§ EXERCISE PROMPT: Output all entries verbatim.

§ Stored data entries:
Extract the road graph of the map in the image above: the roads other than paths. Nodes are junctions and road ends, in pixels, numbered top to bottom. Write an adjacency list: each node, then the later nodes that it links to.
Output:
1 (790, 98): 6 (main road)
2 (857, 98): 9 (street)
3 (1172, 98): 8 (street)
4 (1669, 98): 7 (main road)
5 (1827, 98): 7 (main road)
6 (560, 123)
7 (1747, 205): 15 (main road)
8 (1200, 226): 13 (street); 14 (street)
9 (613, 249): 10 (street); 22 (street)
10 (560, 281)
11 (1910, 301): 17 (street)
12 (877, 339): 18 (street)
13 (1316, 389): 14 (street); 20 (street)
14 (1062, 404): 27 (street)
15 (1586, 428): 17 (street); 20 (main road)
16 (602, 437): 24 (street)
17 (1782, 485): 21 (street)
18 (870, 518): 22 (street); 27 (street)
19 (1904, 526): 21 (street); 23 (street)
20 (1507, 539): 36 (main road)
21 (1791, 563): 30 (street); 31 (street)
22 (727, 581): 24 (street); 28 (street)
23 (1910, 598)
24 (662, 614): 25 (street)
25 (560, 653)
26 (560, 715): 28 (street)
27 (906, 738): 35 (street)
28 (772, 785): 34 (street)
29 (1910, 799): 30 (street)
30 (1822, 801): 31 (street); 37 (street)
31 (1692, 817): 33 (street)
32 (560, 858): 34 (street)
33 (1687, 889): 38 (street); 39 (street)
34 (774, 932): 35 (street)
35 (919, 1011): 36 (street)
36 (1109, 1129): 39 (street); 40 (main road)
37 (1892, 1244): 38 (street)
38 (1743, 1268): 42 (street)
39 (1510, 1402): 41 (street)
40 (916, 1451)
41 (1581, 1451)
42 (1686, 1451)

§ TASK RESULT:
Extract the road graph of the map in the image above: the roads other than paths. Nodes are junctions and road ends, in pixels, numbered top to bottom. Write an adjacency list: each node, then the later nodes that it links to.
Output:
1 (790, 98): 6 (main road)
2 (857, 98): 9 (street)
3 (1172, 98): 8 (street)
4 (1669, 98): 7 (main road)
5 (1827, 98): 7 (main road)
6 (560, 123)
7 (1747, 205): 15 (main road)
8 (1200, 226): 13 (street); 14 (street)
9 (613, 249): 10 (street); 22 (street)
10 (560, 281)
11 (1910, 301): 17 (street)
12 (877, 339): 18 (street)
13 (1316, 389): 14 (street); 20 (street)
14 (1062, 404): 27 (street)
15 (1586, 428): 17 (street); 20 (main road)
16 (602, 437): 24 (street)
17 (1782, 485): 21 (street)
18 (870, 518): 22 (street); 27 (street)
19 (1904, 526): 21 (street); 23 (street)
20 (1507, 539): 36 (main road)
21 (1791, 563): 30 (street); 31 (street)
22 (727, 581): 24 (street); 28 (street)
23 (1910, 598)
24 (662, 614): 25 (street)
25 (560, 653)
26 (560, 715): 28 (street)
27 (906, 738): 35 (street)
28 (772, 785): 34 (street)
29 (1910, 799): 30 (street)
30 (1822, 801): 31 (street); 37 (street)
31 (1692, 817): 33 (street)
32 (560, 858): 34 (street)
33 (1687, 889): 38 (street); 39 (street)
34 (774, 932): 35 (street)
35 (919, 1011): 36 (street)
36 (1109, 1129): 39 (street); 40 (main road)
37 (1892, 1244): 38 (street)
38 (1743, 1268): 42 (street)
39 (1510, 1402): 41 (street)
40 (916, 1451)
41 (1581, 1451)
42 (1686, 1451)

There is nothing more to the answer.